Between 2005 and 2008, there weren't many releases of SQL Server. SQL Server 2000 had a very long period as the reigning Microsoft database, and many companies continued to use it even after Microsoft released SQL Server 2005. In those days, most developers usually didn't need to pay close attention to the newest version, since it could take months or even years for companies to upgrade.

But the last three years have been a different story, as Microsoft has released several new versions with compelling reasons to upgrade, with shorter periods between releases than the previous 10 years. For instance:

  • Late spring 2010, SQL Server 2008R2 (Reporting Services enhancements, Power Pivot 1.0)
  • Early spring 2012, SQL Server 2012 (Columnstore Index, New SSAS Tabular Model, better SSRS integration with SharePoint)
  • As of this writing, Microsoft has released the first Technology Preview for SQL Server 2014, which contains OLTP performance enhancements. There is no formal release date yet, though many are hoping for a release in the first half of 2014.

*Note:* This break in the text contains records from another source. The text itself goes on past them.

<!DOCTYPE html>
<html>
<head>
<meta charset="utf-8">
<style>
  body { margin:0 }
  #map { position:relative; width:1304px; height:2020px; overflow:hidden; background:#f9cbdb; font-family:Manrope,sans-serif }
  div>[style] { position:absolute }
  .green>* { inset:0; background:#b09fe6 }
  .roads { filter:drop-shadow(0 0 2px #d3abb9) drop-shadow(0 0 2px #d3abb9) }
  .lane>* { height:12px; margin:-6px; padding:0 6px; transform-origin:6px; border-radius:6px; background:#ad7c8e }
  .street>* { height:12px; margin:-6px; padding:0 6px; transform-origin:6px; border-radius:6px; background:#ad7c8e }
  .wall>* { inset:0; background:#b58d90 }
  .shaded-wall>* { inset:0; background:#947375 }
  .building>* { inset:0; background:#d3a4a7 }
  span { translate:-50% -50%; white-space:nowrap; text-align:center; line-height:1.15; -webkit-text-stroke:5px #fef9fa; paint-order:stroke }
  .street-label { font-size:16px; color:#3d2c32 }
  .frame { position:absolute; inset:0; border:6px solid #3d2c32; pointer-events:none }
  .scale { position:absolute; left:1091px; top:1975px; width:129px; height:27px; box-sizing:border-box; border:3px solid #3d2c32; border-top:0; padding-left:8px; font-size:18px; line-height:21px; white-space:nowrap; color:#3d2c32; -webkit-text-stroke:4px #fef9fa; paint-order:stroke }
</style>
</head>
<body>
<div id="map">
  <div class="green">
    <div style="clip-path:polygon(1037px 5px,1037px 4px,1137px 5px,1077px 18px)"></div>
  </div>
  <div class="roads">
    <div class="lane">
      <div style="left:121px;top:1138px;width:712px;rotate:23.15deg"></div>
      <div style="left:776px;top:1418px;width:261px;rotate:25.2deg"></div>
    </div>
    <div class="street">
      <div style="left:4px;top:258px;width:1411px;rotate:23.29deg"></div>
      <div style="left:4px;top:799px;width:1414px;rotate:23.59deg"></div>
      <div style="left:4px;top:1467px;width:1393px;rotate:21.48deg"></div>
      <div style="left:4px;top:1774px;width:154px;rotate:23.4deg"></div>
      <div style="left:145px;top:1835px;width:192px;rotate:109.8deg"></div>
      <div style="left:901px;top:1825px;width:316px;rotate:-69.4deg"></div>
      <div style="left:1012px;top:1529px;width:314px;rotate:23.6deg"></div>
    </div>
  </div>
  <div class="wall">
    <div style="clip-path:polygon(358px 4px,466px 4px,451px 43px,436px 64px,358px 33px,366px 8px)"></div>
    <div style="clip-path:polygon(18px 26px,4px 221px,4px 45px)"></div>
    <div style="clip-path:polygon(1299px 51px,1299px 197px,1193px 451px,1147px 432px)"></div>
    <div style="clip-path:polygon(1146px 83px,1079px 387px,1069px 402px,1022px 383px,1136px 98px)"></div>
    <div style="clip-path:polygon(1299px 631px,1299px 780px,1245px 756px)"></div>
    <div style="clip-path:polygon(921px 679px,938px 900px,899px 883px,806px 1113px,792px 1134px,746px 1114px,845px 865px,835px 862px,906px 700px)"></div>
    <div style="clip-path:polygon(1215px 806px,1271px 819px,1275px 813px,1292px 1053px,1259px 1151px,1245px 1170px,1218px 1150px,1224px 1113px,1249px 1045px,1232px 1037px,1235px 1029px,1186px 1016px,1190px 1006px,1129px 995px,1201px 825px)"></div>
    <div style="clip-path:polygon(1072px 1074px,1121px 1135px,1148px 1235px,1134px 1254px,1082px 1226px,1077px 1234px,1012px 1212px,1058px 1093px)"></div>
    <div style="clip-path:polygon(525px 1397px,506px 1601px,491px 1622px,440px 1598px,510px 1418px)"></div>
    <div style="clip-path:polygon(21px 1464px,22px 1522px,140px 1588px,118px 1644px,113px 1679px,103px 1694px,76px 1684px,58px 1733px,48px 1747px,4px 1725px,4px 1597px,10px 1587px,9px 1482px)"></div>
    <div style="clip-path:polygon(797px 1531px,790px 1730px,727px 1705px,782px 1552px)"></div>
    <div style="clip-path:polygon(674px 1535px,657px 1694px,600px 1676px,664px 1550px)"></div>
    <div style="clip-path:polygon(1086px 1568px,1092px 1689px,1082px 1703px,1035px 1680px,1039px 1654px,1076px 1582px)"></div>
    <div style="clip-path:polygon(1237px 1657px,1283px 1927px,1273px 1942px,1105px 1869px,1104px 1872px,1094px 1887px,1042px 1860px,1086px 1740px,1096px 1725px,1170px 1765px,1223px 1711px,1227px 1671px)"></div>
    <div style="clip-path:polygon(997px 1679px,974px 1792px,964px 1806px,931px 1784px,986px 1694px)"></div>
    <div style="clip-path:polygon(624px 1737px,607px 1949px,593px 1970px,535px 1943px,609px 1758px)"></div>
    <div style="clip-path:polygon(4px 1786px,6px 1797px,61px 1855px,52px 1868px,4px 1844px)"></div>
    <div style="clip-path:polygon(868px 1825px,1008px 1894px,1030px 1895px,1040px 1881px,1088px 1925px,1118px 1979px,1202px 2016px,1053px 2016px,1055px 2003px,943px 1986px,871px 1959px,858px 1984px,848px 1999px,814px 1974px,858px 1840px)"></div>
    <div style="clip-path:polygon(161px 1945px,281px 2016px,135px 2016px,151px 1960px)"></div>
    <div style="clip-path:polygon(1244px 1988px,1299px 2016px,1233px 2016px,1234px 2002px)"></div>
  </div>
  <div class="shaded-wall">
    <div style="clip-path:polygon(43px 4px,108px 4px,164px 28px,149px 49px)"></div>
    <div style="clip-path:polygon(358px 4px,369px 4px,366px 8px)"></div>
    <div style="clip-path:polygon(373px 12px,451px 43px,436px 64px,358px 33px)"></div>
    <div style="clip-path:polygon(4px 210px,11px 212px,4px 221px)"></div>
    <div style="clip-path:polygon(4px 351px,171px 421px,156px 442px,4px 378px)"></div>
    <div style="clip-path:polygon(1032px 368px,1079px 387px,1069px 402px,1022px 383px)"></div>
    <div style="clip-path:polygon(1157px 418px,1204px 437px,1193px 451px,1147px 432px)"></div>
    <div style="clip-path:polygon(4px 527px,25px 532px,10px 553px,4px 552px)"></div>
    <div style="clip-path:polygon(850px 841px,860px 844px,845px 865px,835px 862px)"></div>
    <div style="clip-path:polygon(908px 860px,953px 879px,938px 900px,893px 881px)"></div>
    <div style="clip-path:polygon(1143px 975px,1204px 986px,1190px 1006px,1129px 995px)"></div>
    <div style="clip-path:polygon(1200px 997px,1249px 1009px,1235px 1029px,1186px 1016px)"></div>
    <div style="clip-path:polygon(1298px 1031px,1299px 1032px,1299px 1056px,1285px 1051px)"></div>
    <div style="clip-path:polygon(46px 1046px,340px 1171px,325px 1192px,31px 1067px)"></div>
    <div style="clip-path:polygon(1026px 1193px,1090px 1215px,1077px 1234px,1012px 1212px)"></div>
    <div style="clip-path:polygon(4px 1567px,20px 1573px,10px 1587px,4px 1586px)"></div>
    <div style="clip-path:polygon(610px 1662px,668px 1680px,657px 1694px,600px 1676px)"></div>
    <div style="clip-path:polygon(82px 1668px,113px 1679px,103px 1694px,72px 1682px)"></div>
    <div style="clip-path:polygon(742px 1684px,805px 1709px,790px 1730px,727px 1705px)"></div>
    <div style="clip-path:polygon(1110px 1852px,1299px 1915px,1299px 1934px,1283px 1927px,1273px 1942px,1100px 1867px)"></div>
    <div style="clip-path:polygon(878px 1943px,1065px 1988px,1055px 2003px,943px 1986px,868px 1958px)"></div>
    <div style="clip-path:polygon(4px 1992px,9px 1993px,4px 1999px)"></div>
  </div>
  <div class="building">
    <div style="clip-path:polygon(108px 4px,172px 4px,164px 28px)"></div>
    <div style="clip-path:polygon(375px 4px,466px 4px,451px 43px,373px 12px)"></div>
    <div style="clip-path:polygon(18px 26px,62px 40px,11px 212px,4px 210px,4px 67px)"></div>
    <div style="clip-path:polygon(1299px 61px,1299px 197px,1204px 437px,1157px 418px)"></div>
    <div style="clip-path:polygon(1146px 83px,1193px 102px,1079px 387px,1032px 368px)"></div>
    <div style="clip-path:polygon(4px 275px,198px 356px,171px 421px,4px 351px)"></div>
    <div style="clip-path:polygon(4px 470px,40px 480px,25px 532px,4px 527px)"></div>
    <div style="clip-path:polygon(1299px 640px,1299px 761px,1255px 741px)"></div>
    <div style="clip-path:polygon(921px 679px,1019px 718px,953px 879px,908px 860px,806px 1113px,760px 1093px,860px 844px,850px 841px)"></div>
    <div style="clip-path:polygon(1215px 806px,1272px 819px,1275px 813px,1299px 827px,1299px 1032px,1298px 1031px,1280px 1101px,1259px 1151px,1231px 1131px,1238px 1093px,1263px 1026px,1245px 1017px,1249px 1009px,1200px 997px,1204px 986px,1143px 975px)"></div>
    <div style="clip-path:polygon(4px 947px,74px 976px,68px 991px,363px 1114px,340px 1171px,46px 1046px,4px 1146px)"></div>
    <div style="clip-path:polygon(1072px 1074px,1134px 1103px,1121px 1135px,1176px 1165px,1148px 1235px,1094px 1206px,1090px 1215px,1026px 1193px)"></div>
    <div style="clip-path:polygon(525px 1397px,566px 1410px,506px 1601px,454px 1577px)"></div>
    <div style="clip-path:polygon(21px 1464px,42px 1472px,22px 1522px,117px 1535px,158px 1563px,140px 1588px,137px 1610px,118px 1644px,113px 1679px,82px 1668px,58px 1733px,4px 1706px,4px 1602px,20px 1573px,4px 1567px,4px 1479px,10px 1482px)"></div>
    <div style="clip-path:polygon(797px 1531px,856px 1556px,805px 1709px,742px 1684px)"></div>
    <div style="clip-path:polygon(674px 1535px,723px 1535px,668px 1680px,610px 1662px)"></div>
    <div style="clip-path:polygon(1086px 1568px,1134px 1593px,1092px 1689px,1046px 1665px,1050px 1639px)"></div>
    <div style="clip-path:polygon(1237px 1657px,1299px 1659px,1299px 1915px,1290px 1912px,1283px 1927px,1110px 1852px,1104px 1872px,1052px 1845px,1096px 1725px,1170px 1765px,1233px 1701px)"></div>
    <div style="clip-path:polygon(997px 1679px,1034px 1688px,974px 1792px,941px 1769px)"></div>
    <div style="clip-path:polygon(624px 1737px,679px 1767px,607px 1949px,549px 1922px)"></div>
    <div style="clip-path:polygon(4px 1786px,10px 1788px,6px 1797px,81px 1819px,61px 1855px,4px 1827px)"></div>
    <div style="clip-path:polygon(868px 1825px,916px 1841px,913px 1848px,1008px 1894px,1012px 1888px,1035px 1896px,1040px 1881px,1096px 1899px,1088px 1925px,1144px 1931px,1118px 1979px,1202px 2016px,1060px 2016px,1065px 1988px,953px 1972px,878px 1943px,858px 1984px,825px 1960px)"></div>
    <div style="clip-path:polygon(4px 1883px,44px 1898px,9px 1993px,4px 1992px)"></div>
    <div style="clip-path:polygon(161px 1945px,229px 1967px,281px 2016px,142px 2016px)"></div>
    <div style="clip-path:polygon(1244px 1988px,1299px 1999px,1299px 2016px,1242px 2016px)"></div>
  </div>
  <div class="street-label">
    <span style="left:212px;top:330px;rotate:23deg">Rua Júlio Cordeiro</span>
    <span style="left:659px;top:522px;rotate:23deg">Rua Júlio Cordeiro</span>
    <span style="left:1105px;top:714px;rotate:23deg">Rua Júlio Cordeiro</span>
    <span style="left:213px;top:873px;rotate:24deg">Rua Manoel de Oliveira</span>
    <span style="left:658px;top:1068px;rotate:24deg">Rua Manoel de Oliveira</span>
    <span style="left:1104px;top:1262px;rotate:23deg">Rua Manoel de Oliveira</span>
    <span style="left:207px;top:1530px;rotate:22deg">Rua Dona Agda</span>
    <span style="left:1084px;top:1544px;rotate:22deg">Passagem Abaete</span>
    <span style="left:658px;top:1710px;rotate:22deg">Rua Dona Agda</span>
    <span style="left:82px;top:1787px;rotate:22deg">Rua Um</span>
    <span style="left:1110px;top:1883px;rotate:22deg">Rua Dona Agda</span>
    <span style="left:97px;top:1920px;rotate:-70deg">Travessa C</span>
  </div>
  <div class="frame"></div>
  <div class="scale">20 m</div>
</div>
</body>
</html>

By early 2014, there likely will have been more releases in the last three or four years than there were in the eight years before that.

Since 2007, I've always maintained a virtual machine copy of every version of SQL Server that I was maintaining (production/client work) and a virtual machine copy for the next release (where one existed). I recommend that all SQL Server developers do this, and stay aware of what is coming down the pike. At my client sites, I see a higher percentage of companies that are looking seriously at new versions than even five years ago. To be the most effective, you need to keep up.

In Conclusion

Managing your career in the IT industry has always brought challenges. I've been at it for nearly 27 years and I've seen incredible advancements in software tools. I've also seen expectations grow. Success means being smart, quick, confident, and drawing on prior experiences.

It's also a humbling industry if you don't spot an opportunity. It's almost impossible to write the ultimate book on career advice, even for a single discipline like SQL Server application development and BI development. Sometimes you have to learn from your own mistakes. I hope that I've provided enough here to get you started being productive and successful on your next project.